評価対象:スピナ個体(修理職/中間管理型人間)
項目:技術能力評価:★★★★☆→ 非常に高精度。だが、たまに「壊れてるほうがかわいい」とか言うので信用できない。→ わたしの動作パターンを独自にアジャストしてくれるが、説明が曖昧なことが多い。
項目:言語接触評価:★★★☆☆→ 会話内容にからかいが混ざる。真面目な話はできるが照れを含む。→ わたしのことを「生き物として扱っていいのか悩んでる」傾向あり(観察中)。

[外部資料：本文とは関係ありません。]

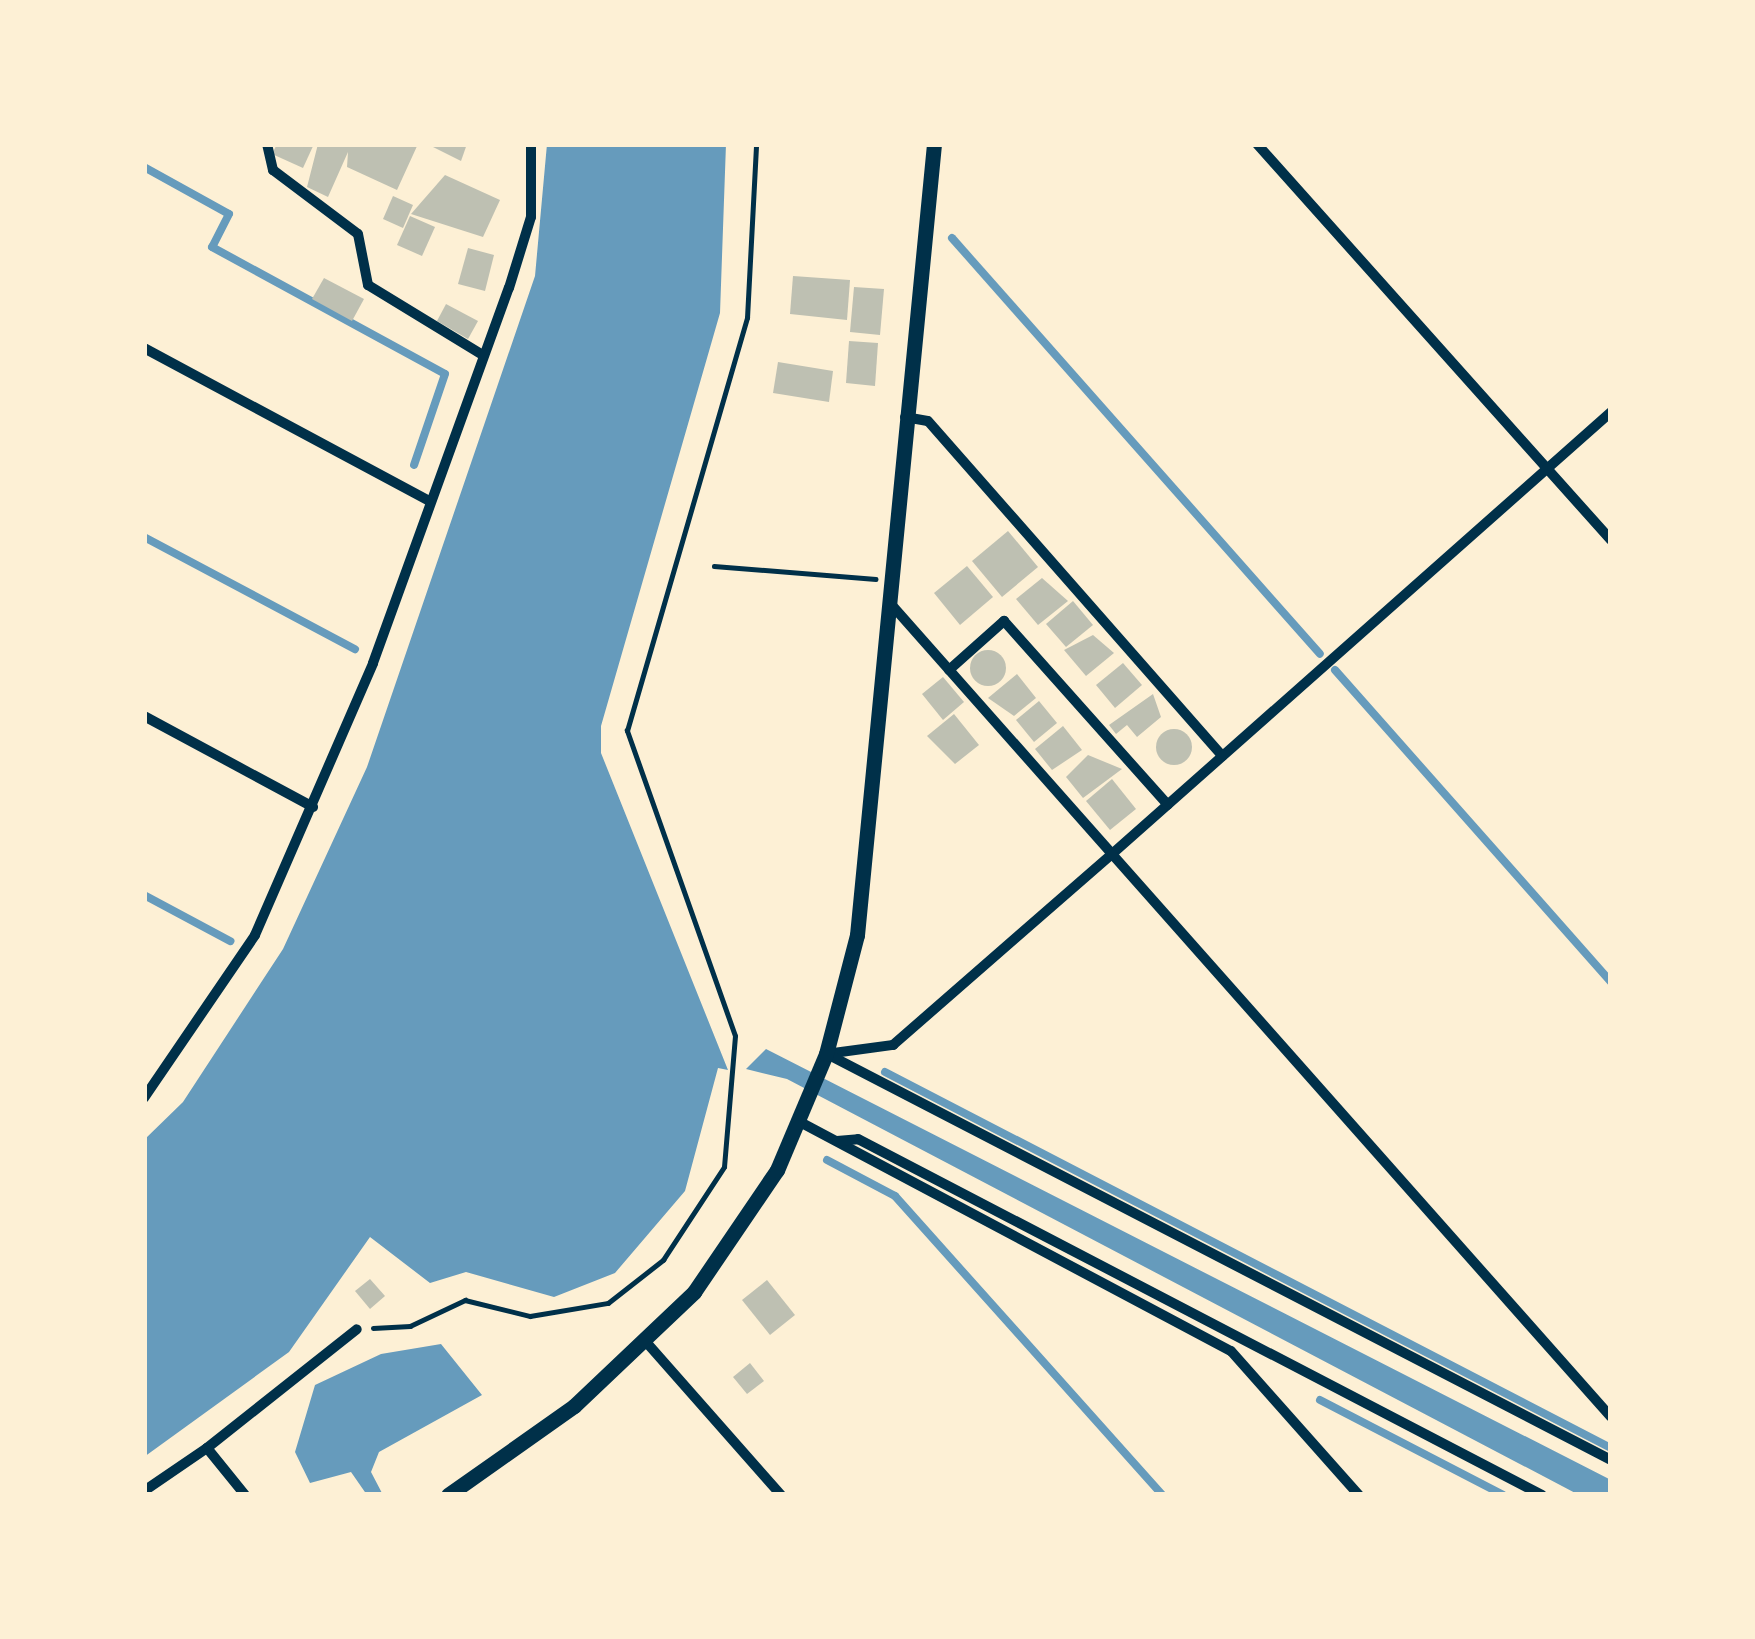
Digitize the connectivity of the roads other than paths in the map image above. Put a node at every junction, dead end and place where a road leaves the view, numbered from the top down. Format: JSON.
{"nodes":[{"id":1,"x":267,"y":144,"type":"edge"},
{"id":2,"x":531,"y":144,"type":"edge"},
{"id":3,"x":934,"y":144,"type":"edge"},
{"id":4,"x":1257,"y":144,"type":"edge"},
{"id":5,"x":144,"y":348,"type":"edge"},
{"id":6,"x":481,"y":354,"type":"junction"},
{"id":7,"x":1611,"y":412,"type":"edge"},
{"id":8,"x":905,"y":417,"type":"junction"},
{"id":9,"x":1547,"y":468,"type":"junction"},
{"id":10,"x":429,"y":501,"type":"junction"},
{"id":11,"x":1611,"y":540,"type":"edge"},
{"id":12,"x":888,"y":601,"type":"junction"},
{"id":13,"x":949,"y":670,"type":"junction"},
{"id":14,"x":144,"y":716,"type":"edge"},
{"id":15,"x":1222,"y":756,"type":"junction"},
{"id":16,"x":1168,"y":805,"type":"junction"},
{"id":17,"x":313,"y":807,"type":"junction"},
{"id":18,"x":1112,"y":854,"type":"junction"},
{"id":19,"x":824,"y":1058,"type":"junction"},
{"id":20,"x":144,"y":1073,"type":"edge"},
{"id":21,"x":158,"y":1081,"type":"junction"},
{"id":22,"x":144,"y":1098,"type":"edge"},
{"id":23,"x":800,"y":1122,"type":"junction"},
{"id":24,"x":837,"y":1142,"type":"junction"},
{"id":25,"x":357,"y":1330,"type":"road end"},
{"id":26,"x":646,"y":1343,"type":"junction"},
{"id":27,"x":1611,"y":1417,"type":"edge"},
{"id":28,"x":207,"y":1448,"type":"junction"},
{"id":29,"x":1611,"y":1460,"type":"edge"},
{"id":30,"x":144,"y":1491,"type":"edge"},
{"id":31,"x":245,"y":1495,"type":"edge"},
{"id":32,"x":448,"y":1495,"type":"edge"},
{"id":33,"x":781,"y":1495,"type":"edge"},
{"id":34,"x":1359,"y":1495,"type":"edge"},
{"id":35,"x":1543,"y":1495,"type":"edge"}],
"edges":[{"from":1,"to":6,"type":"street"},
{"from":2,"to":6,"type":"street"},
{"from":3,"to":8,"type":"main road"},
{"from":4,"to":9,"type":"street"},
{"from":5,"to":10,"type":"street"},
{"from":6,"to":10,"type":"street"},
{"from":7,"to":9,"type":"street"},
{"from":8,"to":12,"type":"main road"},
{"from":8,"to":15,"type":"street"},
{"from":9,"to":11,"type":"street"},
{"from":9,"to":15,"type":"street"},
{"from":10,"to":17,"type":"street"},
{"from":12,"to":13,"type":"street"},
{"from":12,"to":19,"type":"main road"},
{"from":13,"to":16,"type":"street"},
{"from":13,"to":18,"type":"street"},
{"from":14,"to":17,"type":"street"},
{"from":15,"to":16,"type":"street"},
{"from":16,"to":18,"type":"street"},
{"from":17,"to":21,"type":"street"},
{"from":18,"to":19,"type":"street"},
{"from":18,"to":27,"type":"street"},
{"from":19,"to":23,"type":"main road"},
{"from":19,"to":29,"type":"street"},
{"from":20,"to":21,"type":"street"},
{"from":21,"to":22,"type":"street"},
{"from":23,"to":24,"type":"street"},
{"from":23,"to":26,"type":"main road"},
{"from":24,"to":34,"type":"street"},
{"from":24,"to":35,"type":"street"},
{"from":25,"to":28,"type":"street"},
{"from":26,"to":32,"type":"main road"},
{"from":26,"to":33,"type":"street"},
{"from":28,"to":30,"type":"street"},
{"from":28,"to":31,"type":"street"}]}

項目:蒸気評価→ スピナ曰く:「お前の蒸気圧が上がると、周りがピリつくな」。→ わたしの感情変化を見抜いている可能性あり。つまり……少し苦手。
評価対象:リョウ個体(観測者/非戦闘型/特例人間)
項目:影響力評価:★★★★★→ 接触なしでも、視線のみで感情反応が変化。→ 出現時、ナツメ個体の挙動が不安定化。言語反応の乱れと排熱の急上昇を確認。
項目:感情指標評価:解析不能(人間らしすぎる)→ 常に笑っているが、その裏で何を思っているか判別困難。→ 見られることで、私やナツメに「戻るべき場所」を思わせる存在。
特記事項→ 手先が器用。ナツメに服を着せる。選ぶセンスは極端に大胆(実証済み)。→ 観測者ではなく「関係性の起点」だと考える。
総評(追加)
彼らは“わたしを人間扱いしないようでいて、でもたしかに人間として見ている”。誰もわたしに名前を与えなかったが、誰もが“リリ”という存在を更新してくれる。この記録は、わたしの“観察”であり、わたしが“観察されたい”という、矛盾の記録でもある。次に、彼らの誰かと目が合った時、わたしがまた蒸気を出すなら――それは、機械が学んだ「恥ずかしさ」かもしれない。